In prior decades the raw materials carved from the mines had been used to build such impressive, world renowned monuments such as the Notre Dame cathedral, the Louvre and other well known historic Parisian edifices. Throughout the timeperiod that the limestone and gypsum mines were active the engineers supervising the various subterranean projects haphazardly burrowed a meandering maze underneath the city
creating an increasingly unstable working environment. Eventually the depletion of natural resources and the dangerous conditions created by the instability in the mine walls forced the closing of several of the quarries. Then, shortly thereafter, along came an idea: there were miles upon miles of unused tunnels under the city – and – there were millions of dead Parisians from centuries past literally piling up in the streets. What to do? The quarries that had been closed could be used for the storage of the bones of many of the long deceased Parisians, surmised Police Lieutenant General Alexandre Lenoir. Now that there was a tentative plan in place, and, with the cooperation of Inspector General of Quarries, Charles Axel Guillaumot, the relocation plan could soon be given the go ahead.

After a short period of political maneuvering, and with all of the powers that be finally in agreement, the Archbishop of Paris blessed the quarries as a consecrated burial ground. Once the blessing of the mines had been performed the remains began to slowly trickle in to the Denfert-Rochereau Ossuary beginning on April 7, 1786. The first arrivals at l'Ossuaire Municipal were individuals who were disinterred from Saint-Nicolas-des-Champs cemetery. And so it went night after night, the lonely darkened streets of Paris taken over by grave diggers hauling black-veiled tipcarts filled with the remains of the long dead while in front of and behind the carts were priests murmuring chants and singing hymns for the deceased who were making the journey to their final resting place - again.  Flash forward nearly two and a half centuries. At the entrance to the catacombs
now stands a sign that reads: Arrete! C'est ici L'Empire de la Morte! (Stop! Here is the Empire of the Dead) and it is gravely honest in the most literal sense. For those of you who know me, or at least follow my work, you know that there is not very much that I find truly creepy, but the Denfert-Rochereau Ossuary is without question one of those few rare places. It doesn’t hit you immediately, though. As the visitor descends a narrow spiral staircase one first comes upon a gallery featuring a variety of exhibits including photos and other artifacts relating to the quarries from times past. Then, as you make your way through the gallery you walk down a long tunnel to the entrance of the catacombs and it is there where the first sense of where you are begins to creep in. This is a place where the beautiful and the macabre come together in an eternal dance of silence and stillness.

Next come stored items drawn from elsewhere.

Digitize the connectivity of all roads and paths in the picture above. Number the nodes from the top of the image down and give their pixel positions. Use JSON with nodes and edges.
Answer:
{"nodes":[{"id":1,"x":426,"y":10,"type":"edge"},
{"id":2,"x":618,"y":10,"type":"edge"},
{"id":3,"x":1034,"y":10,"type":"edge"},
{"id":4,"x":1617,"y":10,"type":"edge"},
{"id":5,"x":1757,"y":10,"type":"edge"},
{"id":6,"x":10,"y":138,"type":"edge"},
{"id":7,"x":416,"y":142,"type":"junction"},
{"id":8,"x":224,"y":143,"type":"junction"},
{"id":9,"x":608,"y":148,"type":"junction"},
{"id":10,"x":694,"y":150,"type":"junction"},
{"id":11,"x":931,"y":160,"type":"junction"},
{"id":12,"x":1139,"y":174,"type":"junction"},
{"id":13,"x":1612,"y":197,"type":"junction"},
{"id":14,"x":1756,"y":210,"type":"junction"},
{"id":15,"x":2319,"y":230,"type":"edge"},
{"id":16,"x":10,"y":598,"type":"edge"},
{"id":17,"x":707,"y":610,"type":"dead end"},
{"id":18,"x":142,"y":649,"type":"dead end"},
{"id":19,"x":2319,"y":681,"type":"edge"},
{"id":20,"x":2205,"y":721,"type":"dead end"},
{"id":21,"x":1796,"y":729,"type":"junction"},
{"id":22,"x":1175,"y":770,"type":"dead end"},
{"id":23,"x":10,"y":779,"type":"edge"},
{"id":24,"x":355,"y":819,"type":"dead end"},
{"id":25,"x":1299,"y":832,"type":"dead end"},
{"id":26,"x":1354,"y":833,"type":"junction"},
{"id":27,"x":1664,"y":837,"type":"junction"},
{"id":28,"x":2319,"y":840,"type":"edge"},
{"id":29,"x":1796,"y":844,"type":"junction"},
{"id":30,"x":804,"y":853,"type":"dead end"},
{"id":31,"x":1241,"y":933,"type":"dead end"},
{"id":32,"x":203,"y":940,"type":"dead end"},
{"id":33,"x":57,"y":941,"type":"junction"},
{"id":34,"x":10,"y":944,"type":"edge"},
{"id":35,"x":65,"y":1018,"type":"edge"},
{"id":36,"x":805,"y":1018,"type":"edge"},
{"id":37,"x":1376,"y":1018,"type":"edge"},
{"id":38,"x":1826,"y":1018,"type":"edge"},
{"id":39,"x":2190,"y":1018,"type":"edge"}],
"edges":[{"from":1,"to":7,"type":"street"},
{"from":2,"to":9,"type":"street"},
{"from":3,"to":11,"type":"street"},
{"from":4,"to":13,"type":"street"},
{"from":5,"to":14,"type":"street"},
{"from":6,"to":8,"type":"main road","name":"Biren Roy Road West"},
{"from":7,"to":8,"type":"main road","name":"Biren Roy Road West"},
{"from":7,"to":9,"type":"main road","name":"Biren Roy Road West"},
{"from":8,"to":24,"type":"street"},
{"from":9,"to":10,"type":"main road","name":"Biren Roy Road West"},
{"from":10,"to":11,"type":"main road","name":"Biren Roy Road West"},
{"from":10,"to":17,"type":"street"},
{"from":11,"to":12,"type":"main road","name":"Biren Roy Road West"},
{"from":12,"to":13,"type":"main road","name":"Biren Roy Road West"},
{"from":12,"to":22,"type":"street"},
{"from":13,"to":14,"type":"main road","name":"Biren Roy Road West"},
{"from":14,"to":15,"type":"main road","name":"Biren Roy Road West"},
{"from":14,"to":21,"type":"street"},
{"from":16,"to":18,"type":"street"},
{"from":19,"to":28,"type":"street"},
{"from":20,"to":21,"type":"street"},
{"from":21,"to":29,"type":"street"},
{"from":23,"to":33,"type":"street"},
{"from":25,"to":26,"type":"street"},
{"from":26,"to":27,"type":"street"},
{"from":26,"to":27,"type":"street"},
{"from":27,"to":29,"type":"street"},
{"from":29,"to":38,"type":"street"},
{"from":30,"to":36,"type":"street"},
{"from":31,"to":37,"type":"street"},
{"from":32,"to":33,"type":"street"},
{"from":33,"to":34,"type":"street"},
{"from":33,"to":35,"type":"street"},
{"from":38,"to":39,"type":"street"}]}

Upon entering the catacombs you are confronted by a corridor lined with walls made of what appears to be small stones, but on closer inspection the “stones” turn out to be the rotator ball of human femurs, thousands of them, stacked one atop another. Descending further into the darkness the subterranean labyrinth is eerily quiet save the occasional drip of water on bone or the hushed whisper of tourists in this dimly lit sanctuary of the dead. Once you are fully immersed in L'Empire de la Morte you find yourself in a one-way maze of artfully stacked bones in all manner of design: pillars, bowls, arches, crosses and so forth. As you make your way through the twisting darkness the narrow corridors and obscure galleries are marked by plaques noting the name of the cemeteries from which the bones were extracted. The darkness of the quarry wraps her arms around you it then becomes obvious as to what is not present: all past accoutrements of life are gone, all status, station, title and privilege are stripped with a certain equality only found in death. Here there are no names, only empty skulls gazing outward at you through eyeless sockets, holding their story in mute silence, wishing they could speak, if only for a moment, to tell the tales that should be told – the names and stories, experiences that comprised their lives so long ago.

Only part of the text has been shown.